(Stored records)
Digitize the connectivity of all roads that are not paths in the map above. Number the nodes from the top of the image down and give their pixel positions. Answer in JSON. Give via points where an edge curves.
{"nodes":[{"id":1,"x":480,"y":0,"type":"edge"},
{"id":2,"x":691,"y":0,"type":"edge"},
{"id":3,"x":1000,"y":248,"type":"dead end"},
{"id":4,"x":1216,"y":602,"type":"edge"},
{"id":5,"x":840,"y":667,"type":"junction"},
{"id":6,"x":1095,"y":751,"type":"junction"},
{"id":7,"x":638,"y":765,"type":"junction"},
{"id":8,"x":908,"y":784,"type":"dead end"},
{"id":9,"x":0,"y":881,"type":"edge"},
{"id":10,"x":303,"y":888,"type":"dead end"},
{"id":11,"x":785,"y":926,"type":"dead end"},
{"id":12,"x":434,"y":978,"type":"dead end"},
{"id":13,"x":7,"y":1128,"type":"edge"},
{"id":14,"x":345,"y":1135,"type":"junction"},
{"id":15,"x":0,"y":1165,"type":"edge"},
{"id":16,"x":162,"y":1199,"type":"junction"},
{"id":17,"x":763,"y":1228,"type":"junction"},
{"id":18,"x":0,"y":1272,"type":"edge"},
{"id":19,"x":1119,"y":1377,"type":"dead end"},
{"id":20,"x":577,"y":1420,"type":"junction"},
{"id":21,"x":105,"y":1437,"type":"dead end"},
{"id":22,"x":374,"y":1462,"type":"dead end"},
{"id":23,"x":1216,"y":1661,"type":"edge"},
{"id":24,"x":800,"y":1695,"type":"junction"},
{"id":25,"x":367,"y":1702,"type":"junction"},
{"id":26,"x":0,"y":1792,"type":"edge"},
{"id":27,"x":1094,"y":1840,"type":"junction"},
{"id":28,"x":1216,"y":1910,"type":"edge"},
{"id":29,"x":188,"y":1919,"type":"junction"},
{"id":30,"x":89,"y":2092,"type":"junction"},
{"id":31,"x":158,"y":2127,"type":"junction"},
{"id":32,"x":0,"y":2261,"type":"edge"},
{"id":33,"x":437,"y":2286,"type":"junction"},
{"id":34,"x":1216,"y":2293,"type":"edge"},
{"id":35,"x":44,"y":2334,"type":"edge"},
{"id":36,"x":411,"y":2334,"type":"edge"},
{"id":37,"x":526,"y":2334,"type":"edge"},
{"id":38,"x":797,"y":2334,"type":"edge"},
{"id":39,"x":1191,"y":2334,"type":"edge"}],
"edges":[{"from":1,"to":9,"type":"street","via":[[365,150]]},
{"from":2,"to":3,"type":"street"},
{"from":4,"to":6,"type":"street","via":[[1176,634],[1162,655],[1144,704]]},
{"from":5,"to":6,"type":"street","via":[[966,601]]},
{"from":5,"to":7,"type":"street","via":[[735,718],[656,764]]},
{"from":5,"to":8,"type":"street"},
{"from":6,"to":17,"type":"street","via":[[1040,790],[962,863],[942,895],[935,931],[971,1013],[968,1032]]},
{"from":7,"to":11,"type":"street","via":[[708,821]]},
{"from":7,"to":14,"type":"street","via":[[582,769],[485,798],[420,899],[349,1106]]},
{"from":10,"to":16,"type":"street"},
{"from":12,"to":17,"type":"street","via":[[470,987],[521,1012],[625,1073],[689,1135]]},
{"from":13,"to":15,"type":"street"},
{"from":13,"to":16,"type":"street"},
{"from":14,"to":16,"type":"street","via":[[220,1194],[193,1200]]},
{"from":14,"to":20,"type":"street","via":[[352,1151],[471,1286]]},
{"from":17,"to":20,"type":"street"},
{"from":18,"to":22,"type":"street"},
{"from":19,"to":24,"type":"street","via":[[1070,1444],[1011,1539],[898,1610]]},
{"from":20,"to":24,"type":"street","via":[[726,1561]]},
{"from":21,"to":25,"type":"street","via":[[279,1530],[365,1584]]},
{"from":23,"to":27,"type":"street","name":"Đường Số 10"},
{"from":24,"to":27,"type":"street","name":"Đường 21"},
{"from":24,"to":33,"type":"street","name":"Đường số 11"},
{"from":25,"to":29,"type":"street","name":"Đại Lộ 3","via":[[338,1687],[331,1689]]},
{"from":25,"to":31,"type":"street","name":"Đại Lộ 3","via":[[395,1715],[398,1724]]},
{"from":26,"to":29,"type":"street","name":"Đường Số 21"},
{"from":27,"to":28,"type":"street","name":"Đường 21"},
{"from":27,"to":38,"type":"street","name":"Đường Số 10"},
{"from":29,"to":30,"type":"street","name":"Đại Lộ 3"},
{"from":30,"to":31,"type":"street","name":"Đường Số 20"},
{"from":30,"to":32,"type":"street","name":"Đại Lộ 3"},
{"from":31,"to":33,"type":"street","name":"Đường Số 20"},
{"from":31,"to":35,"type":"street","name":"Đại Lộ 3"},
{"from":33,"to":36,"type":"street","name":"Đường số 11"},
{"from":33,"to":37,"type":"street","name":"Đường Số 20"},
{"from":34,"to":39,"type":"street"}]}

#### What is required:
The records above should be transcribed in full, with no differences.

#### Answer below:
Digitize the connectivity of all roads that are not paths in the map above. Number the nodes from the top of the image down and give their pixel positions. Answer in JSON. Give via points where an edge curves.
{"nodes":[{"id":1,"x":480,"y":0,"type":"edge"},
{"id":2,"x":691,"y":0,"type":"edge"},
{"id":3,"x":1000,"y":248,"type":"dead end"},
{"id":4,"x":1216,"y":602,"type":"edge"},
{"id":5,"x":840,"y":667,"type":"junction"},
{"id":6,"x":1095,"y":751,"type":"junction"},
{"id":7,"x":638,"y":765,"type":"junction"},
{"id":8,"x":908,"y":784,"type":"dead end"},
{"id":9,"x":0,"y":881,"type":"edge"},
{"id":10,"x":303,"y":888,"type":"dead end"},
{"id":11,"x":785,"y":926,"type":"dead end"},
{"id":12,"x":434,"y":978,"type":"dead end"},
{"id":13,"x":7,"y":1128,"type":"edge"},
{"id":14,"x":345,"y":1135,"type":"junction"},
{"id":15,"x":0,"y":1165,"type":"edge"},
{"id":16,"x":162,"y":1199,"type":"junction"},
{"id":17,"x":763,"y":1228,"type":"junction"},
{"id":18,"x":0,"y":1272,"type":"edge"},
{"id":19,"x":1119,"y":1377,"type":"dead end"},
{"id":20,"x":577,"y":1420,"type":"junction"},
{"id":21,"x":105,"y":1437,"type":"dead end"},
{"id":22,"x":374,"y":1462,"type":"dead end"},
{"id":23,"x":1216,"y":1661,"type":"edge"},
{"id":24,"x":800,"y":1695,"type":"junction"},
{"id":25,"x":367,"y":1702,"type":"junction"},
{"id":26,"x":0,"y":1792,"type":"edge"},
{"id":27,"x":1094,"y":1840,"type":"junction"},
{"id":28,"x":1216,"y":1910,"type":"edge"},
{"id":29,"x":188,"y":1919,"type":"junction"},
{"id":30,"x":89,"y":2092,"type":"junction"},
{"id":31,"x":158,"y":2127,"type":"junction"},
{"id":32,"x":0,"y":2261,"type":"edge"},
{"id":33,"x":437,"y":2286,"type":"junction"},
{"id":34,"x":1216,"y":2293,"type":"edge"},
{"id":35,"x":44,"y":2334,"type":"edge"},
{"id":36,"x":411,"y":2334,"type":"edge"},
{"id":37,"x":526,"y":2334,"type":"edge"},
{"id":38,"x":797,"y":2334,"type":"edge"},
{"id":39,"x":1191,"y":2334,"type":"edge"}],
"edges":[{"from":1,"to":9,"type":"street","via":[[365,150]]},
{"from":2,"to":3,"type":"street"},
{"from":4,"to":6,"type":"street","via":[[1176,634],[1162,655],[1144,704]]},
{"from":5,"to":6,"type":"street","via":[[966,601]]},
{"from":5,"to":7,"type":"street","via":[[735,718],[656,764]]},
{"from":5,"to":8,"type":"street"},
{"from":6,"to":17,"type":"street","via":[[1040,790],[962,863],[942,895],[935,931],[971,1013],[968,1032]]},
{"from":7,"to":11,"type":"street","via":[[708,821]]},
{"from":7,"to":14,"type":"street","via":[[582,769],[485,798],[420,899],[349,1106]]},
{"from":10,"to":16,"type":"street"},
{"from":12,"to":17,"type":"street","via":[[470,987],[521,1012],[625,1073],[689,1135]]},
{"from":13,"to":15,"type":"street"},
{"from":13,"to":16,"type":"street"},
{"from":14,"to":16,"type":"street","via":[[220,1194],[193,1200]]},
{"from":14,"to":20,"type":"street","via":[[352,1151],[471,1286]]},
{"from":17,"to":20,"type":"street"},
{"from":18,"to":22,"type":"street"},
{"from":19,"to":24,"type":"street","via":[[1070,1444],[1011,1539],[898,1610]]},
{"from":20,"to":24,"type":"street","via":[[726,1561]]},
{"from":21,"to":25,"type":"street","via":[[279,1530],[365,1584]]},
{"from":23,"to":27,"type":"street","name":"Đường Số 10"},
{"from":24,"to":27,"type":"street","name":"Đường 21"},
{"from":24,"to":33,"type":"street","name":"Đường số 11"},
{"from":25,"to":29,"type":"street","name":"Đại Lộ 3","via":[[338,1687],[331,1689]]},
{"from":25,"to":31,"type":"street","name":"Đại Lộ 3","via":[[395,1715],[398,1724]]},
{"from":26,"to":29,"type":"street","name":"Đường Số 21"},
{"from":27,"to":28,"type":"street","name":"Đường 21"},
{"from":27,"to":38,"type":"street","name":"Đường Số 10"},
{"from":29,"to":30,"type":"street","name":"Đại Lộ 3"},
{"from":30,"to":31,"type":"street","name":"Đường Số 20"},
{"from":30,"to":32,"type":"street","name":"Đại Lộ 3"},
{"from":31,"to":33,"type":"street","name":"Đường Số 20"},
{"from":31,"to":35,"type":"street","name":"Đại Lộ 3"},
{"from":33,"to":36,"type":"street","name":"Đường số 11"},
{"from":33,"to":37,"type":"street","name":"Đường Số 20"},
{"from":34,"to":39,"type":"street"}]}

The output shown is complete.